Normalde her yıl kendi ebeveynleri okula götürürdü onları ama bu sene Esil Azamoğlu, yani Firuze'nin annesi bir iş için yurt dışına çıkmışlardı ve Meda'nın babası da onunla gitmek zorunda kalmıştı.
Köprüye yaklaştıklarında Firuze oturduğu yerden öne yaslandı, Üsküdar'a dönmek üzere olan şoförü durdurdu.
"Karşıdan girelim mi? Her sene her sene sıkıldım."
"Ama Firuze Hanım, saatiniz geliyor." Meda doğrulup arkadaşının kolunu tuttu. "Feri geç
kalacağız." Ama Firuze'nin umrunda değildi. Yine de şoföre karşıya geçmesini söyledi.Kendini bildi bileli İstanbul'da yaşan Firuze, okula başlayalı hep Üsküdar'dan geçerdi okula. Halbuki İstanbul'un her yeri, her binası okula bağlıydı. Neden bir tanesiyle kısıtlasaydı ki kendini?
Meda sürekli saatine bakarak yavaş yavaş tükenen dakikaların stresiyle dudaklarını yerken Firuze köprüden boğazı seyrediyordu. Her geçişinde aynı hayranlıkla hiç sıkılmadan yapardı bunu.
"Al!" Meda köprünün sonuna varır varmaz kızdı. "Trafik var işte!"
"Merak etmeyin, bu köprü çıkışı trafiği. Açılır birazdan." Firuze gülümseyerek geri yaslandı.
"Merak etme Meda, geç kalmayacağız söz veriyorum." Meda itiraz edecekti ki vazgeçti, bir polemiğe girerek can sıkmanın bir manası yoktu.
"Bir dahaki sene, ya da ne bileyim mezun olmadan, bir kere de diğer binalardan girelim." Firuze arkadaşına döndü. "İstanbuldakileri demiyorum ama Karadeniz falan diyorum."
"Ne gerek var ki? Ayağımızın altında bir sürü giriş varken bir daha uçakla oralara gidip oradan girmenin ne manası var?"
"Merak etmiyor musun nasıl olduğunu?" Meda omuz silkti. "Aynıdır, giriyorsun. Saat geliyor ve kapıyı kilitliyorlar. Bu kadar." Başka bir konuşma geçmedi aralarında, iki zıt camdan dışarıyı seyre daldılar.

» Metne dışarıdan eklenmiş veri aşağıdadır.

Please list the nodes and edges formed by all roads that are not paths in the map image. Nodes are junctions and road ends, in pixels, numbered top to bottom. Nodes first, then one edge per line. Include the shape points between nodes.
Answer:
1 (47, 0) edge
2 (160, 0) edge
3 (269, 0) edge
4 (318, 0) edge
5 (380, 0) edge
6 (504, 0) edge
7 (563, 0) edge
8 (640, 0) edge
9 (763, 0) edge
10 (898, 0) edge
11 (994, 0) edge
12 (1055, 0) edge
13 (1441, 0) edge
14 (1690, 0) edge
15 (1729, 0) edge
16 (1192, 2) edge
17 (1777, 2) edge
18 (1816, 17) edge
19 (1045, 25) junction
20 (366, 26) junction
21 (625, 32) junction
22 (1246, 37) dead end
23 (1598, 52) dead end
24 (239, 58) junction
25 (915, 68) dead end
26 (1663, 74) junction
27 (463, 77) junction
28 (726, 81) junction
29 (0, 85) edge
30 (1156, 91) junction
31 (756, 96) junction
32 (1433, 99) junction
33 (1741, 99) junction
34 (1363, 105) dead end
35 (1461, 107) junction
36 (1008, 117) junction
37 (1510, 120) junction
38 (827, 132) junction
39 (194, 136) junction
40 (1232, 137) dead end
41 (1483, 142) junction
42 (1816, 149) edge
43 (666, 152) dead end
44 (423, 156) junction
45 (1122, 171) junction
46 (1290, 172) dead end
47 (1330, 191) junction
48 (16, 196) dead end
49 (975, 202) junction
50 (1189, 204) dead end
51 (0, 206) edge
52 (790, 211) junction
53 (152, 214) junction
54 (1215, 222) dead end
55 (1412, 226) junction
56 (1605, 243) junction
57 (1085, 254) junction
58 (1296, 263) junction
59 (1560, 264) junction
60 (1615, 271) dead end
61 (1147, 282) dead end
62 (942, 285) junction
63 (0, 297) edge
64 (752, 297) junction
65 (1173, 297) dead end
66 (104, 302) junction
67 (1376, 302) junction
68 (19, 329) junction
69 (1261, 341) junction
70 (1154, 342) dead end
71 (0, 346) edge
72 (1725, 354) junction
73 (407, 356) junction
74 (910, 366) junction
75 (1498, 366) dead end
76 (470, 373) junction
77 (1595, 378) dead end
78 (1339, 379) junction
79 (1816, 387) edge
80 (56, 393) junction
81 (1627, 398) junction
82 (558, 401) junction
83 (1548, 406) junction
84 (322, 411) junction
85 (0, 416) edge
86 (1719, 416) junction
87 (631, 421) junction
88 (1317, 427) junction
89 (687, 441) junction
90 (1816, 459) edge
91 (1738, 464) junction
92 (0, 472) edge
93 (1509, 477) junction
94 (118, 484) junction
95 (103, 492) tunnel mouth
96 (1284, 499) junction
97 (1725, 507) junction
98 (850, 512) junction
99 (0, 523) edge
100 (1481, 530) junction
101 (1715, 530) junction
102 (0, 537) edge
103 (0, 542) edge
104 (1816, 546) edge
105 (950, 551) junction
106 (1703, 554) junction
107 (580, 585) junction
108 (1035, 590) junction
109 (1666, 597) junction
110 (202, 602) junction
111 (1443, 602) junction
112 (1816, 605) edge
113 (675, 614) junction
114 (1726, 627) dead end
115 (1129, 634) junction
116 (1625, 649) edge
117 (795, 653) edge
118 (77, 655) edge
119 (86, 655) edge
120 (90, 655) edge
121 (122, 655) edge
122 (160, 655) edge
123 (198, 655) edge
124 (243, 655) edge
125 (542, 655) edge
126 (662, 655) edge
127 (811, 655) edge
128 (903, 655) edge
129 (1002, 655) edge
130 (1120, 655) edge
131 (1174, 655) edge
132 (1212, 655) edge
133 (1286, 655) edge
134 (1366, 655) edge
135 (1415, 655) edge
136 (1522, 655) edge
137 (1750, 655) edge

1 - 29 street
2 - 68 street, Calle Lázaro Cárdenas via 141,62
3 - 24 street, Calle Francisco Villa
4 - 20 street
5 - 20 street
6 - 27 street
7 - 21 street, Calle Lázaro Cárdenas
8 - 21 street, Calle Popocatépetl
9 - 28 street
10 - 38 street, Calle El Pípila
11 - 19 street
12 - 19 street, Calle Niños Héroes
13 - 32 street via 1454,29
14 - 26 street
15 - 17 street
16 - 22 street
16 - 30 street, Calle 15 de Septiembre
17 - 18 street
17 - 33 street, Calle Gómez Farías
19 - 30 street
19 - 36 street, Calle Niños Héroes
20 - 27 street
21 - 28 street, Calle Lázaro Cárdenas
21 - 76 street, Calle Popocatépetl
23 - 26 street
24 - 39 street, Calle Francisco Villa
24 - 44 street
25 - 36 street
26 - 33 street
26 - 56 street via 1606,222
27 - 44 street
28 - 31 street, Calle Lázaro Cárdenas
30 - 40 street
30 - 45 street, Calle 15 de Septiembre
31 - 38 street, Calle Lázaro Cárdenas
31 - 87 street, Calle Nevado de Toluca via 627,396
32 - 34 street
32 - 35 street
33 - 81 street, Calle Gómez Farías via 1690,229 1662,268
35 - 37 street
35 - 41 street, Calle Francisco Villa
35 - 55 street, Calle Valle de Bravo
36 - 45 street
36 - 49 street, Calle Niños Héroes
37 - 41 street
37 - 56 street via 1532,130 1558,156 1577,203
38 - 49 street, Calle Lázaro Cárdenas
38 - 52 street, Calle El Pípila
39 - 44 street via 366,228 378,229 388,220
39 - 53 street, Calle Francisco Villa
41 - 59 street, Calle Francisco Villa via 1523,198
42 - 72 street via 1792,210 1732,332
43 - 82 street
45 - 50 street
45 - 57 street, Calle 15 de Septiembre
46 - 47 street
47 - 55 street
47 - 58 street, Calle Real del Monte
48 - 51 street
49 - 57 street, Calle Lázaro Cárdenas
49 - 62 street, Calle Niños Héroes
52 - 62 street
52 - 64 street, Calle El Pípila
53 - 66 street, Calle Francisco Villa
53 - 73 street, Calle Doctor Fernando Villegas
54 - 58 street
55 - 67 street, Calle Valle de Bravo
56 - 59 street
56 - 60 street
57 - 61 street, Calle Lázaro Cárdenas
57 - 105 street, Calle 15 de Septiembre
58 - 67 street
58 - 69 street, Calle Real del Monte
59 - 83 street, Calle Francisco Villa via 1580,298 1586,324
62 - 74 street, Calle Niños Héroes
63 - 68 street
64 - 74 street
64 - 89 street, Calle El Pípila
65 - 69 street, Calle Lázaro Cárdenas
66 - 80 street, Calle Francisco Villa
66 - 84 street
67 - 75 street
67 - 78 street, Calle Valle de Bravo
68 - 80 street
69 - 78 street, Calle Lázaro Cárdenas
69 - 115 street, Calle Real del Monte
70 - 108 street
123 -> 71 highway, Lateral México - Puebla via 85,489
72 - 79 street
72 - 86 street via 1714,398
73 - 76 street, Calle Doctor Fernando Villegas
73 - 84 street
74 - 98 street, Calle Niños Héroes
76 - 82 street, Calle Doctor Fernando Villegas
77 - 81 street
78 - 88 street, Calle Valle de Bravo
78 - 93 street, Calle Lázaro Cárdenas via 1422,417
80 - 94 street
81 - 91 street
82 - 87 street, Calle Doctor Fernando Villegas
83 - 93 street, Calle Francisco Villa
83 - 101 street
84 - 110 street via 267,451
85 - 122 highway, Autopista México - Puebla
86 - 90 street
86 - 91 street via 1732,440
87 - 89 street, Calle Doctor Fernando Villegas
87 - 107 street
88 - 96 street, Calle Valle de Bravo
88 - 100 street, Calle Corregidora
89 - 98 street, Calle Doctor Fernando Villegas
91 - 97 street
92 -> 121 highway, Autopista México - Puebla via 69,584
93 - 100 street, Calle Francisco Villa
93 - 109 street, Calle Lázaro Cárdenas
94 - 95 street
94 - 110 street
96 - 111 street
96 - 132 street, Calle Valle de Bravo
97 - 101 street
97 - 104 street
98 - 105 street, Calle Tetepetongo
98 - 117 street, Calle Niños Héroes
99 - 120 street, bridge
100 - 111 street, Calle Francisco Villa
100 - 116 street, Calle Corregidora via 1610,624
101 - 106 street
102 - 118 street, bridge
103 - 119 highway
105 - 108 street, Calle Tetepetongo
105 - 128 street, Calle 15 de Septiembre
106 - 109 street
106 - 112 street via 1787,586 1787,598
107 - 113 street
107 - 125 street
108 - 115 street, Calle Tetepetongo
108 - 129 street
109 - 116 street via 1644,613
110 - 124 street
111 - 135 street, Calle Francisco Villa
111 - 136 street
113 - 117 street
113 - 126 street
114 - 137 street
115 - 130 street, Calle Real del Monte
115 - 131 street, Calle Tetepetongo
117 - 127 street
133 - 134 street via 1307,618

"Hanımlar, geldik bu arada." Şoförün konuşmasıyla birbirlerine baktılar. Meda uzanıp kızın kafasından asasını çıkarttı.
"Kıracaksın yine." Firuze göz devirip ofladı. "Bir kereydi o, daha olmaz!" Meda gülerek kapıyı açtı ve aşağı indi. Firuze de diğer taraftan inmiş ve aynı anda bagajdan eşyalarını almışlardı.
"Yardım edeyim mi?" Firuze şoföre gülümsedi. "Gerek yok, teşekkür ederiz." İki kız okula girişleri olan Mısır Çarşısı'na yürürken Meda tanıdık bir yüz gördü.
"Feri, Lokman Hoca orada." İki kız gelecek öğrencileri bekleyen hocalarının yanına gittiler.
"Firuze? Meda? Siz Üsküdar'dan girmiyor muydunuz?" Meda gözleriyle Firuze'yi işaret etti.